La muñeca abrió los ojos.
--Alejandra Pizarnik
Sitting on the porch, listening to a curious cricket, I heard the bike in front of me as it tic-tic-ticked down my street. Inside, I feel like an empty aquarium, filled with space and a total lack of desire. It's an unfamiliar feeling, the one of just being. It's not unfamiliar at all, actually, but more like the way I felt alone on a third floor leaning porch balcony in Richmond, Virginia or on a night bus from Cuenca, Ecuador to Quito. It's the way I felt when I was unhinged from the thousand desires of a thousand people whose fingers felt like they were always on me, pushing into my skin and leaving one of those white marks as they pulled them back. I feel empty, in a way that is so incredibly freeing. Maybe it is not emptiness, per se, but rather a fullness of only myself brimming with clarity.

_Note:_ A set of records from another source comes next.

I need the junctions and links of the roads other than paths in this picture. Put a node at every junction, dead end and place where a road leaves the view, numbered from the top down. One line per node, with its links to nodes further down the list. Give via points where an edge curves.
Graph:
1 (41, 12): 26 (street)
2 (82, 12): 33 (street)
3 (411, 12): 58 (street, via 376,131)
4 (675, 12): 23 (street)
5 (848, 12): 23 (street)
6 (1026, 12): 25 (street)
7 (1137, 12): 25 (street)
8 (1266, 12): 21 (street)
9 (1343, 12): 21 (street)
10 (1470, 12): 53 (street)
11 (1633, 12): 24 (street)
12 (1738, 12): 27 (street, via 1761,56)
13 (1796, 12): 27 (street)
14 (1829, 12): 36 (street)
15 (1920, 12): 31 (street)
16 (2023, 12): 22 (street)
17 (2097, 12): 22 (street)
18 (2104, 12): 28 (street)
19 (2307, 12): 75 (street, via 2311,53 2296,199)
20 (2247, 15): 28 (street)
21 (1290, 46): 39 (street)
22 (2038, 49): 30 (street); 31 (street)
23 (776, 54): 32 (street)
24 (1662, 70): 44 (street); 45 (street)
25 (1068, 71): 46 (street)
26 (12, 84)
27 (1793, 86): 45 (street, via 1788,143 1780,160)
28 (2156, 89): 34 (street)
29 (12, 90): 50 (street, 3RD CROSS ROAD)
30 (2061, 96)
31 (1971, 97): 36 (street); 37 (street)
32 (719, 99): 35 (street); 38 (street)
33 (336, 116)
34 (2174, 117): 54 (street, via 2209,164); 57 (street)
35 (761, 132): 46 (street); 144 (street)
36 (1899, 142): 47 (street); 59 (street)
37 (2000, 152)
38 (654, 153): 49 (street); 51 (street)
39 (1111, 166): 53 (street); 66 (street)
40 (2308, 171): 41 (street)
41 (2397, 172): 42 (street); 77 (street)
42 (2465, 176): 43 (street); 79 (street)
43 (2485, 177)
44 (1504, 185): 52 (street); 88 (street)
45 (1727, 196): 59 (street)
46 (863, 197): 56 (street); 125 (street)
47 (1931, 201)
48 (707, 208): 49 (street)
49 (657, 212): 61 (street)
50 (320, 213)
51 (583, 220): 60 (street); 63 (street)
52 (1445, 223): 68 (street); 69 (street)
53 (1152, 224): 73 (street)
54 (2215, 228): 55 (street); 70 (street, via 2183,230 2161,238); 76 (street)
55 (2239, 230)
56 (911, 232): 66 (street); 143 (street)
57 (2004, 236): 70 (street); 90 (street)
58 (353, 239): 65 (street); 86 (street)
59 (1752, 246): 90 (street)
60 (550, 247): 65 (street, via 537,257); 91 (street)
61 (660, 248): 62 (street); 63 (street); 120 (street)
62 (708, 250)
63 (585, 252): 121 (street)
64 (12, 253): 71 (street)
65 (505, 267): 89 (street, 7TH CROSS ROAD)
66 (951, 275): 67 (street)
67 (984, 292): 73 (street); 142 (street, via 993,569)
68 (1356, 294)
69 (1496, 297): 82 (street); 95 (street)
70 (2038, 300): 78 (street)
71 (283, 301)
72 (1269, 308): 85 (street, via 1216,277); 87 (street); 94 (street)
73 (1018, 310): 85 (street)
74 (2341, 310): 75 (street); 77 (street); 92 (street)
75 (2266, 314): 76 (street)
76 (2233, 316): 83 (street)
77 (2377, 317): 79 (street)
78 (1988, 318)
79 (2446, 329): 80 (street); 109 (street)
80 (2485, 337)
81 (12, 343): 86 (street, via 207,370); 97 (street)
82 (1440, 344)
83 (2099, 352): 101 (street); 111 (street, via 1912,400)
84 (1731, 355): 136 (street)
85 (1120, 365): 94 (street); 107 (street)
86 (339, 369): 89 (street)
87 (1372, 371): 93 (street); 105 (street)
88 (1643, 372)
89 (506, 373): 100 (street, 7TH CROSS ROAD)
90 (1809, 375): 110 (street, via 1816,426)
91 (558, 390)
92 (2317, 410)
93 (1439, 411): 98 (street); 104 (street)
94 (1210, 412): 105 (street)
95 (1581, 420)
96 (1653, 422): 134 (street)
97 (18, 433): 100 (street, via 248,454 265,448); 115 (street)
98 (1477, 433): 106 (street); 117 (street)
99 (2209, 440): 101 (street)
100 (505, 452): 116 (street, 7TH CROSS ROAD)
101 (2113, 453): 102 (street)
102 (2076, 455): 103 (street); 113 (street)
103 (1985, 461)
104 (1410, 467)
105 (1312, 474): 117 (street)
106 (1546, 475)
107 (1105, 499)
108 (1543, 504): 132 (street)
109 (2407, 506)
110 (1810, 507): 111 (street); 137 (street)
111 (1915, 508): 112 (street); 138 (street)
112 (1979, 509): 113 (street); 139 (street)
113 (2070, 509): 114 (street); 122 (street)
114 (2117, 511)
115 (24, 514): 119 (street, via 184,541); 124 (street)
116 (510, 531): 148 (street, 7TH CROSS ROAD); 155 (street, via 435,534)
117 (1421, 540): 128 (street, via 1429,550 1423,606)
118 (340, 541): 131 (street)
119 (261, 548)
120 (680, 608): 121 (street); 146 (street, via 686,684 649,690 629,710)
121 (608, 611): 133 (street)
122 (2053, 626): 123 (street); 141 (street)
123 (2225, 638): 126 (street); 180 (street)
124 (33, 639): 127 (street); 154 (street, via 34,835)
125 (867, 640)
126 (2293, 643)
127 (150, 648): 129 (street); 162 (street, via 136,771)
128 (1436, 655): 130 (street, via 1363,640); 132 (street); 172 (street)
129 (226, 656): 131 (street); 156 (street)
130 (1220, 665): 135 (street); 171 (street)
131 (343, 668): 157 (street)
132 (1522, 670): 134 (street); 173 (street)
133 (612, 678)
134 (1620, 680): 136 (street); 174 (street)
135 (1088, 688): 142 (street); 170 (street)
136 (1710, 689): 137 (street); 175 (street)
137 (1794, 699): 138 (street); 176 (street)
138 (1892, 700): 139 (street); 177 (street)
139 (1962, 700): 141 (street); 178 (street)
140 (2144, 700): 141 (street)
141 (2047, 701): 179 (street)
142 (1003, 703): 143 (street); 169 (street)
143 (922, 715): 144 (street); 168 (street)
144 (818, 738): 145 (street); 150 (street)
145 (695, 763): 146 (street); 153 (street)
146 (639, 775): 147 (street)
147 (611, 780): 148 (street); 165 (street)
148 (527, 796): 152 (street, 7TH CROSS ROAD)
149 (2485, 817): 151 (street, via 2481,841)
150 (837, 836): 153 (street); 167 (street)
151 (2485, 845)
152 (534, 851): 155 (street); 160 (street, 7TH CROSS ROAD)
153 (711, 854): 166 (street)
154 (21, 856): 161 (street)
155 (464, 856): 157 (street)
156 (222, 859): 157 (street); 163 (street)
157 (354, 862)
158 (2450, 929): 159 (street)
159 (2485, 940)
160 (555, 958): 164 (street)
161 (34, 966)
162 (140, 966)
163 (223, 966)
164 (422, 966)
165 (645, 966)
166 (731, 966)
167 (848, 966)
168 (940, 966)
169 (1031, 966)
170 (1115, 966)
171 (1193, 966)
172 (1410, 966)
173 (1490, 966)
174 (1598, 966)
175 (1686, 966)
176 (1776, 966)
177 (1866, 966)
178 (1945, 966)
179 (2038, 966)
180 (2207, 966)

Graduate school takes a toll, she says. It's not that it just opens the mind, it opens the center of desire. Michael Warner observes that we don't know what or who we desire until it is upon us. We don't necessarily know what we seek until -- too late or too early -- it has enveloped us in it in a way that makes us realize what we were looking for without even trying. It's like arriving to gate 32 at the airport, getting on a plane, and winding up somewhere you never intended to go, but upon stepping foot in the sand, realizing that you are home. Desire. It's so hard to control because it is precisely letting go of that control. But desire is dangerous. It brings us to the brink of loss of self, as we dive, foolhardy, without even knowing we are diving into pools that can drown the very person we are.
I'm empty of desire right now, in the serenest of ways. I want things, sure, but they are elusive and unnamed. And the most important part is that they do not want me. In the not wanting, the pushing away, the clearing of space, the emptiness enables one to close up only so that one can open up again, with an ownership and a steadfastness and an assurance that was muddled in a forest of too many trees.
In the greatest of ways, I am in my own clearing. It's scary, the exposure of myself to myself, the exposure of the responsibility and the unhinging, but in facing the raw openness of the clearing, I can see my own version of the story. I can see my own version of the present. And I can just sit and enjoy it, and not desire at all, only so that I may, one day, desire all over again.
Yo estaba en el pequeño jardín triangular y tomaba el té con mis muñecas y con la muerte.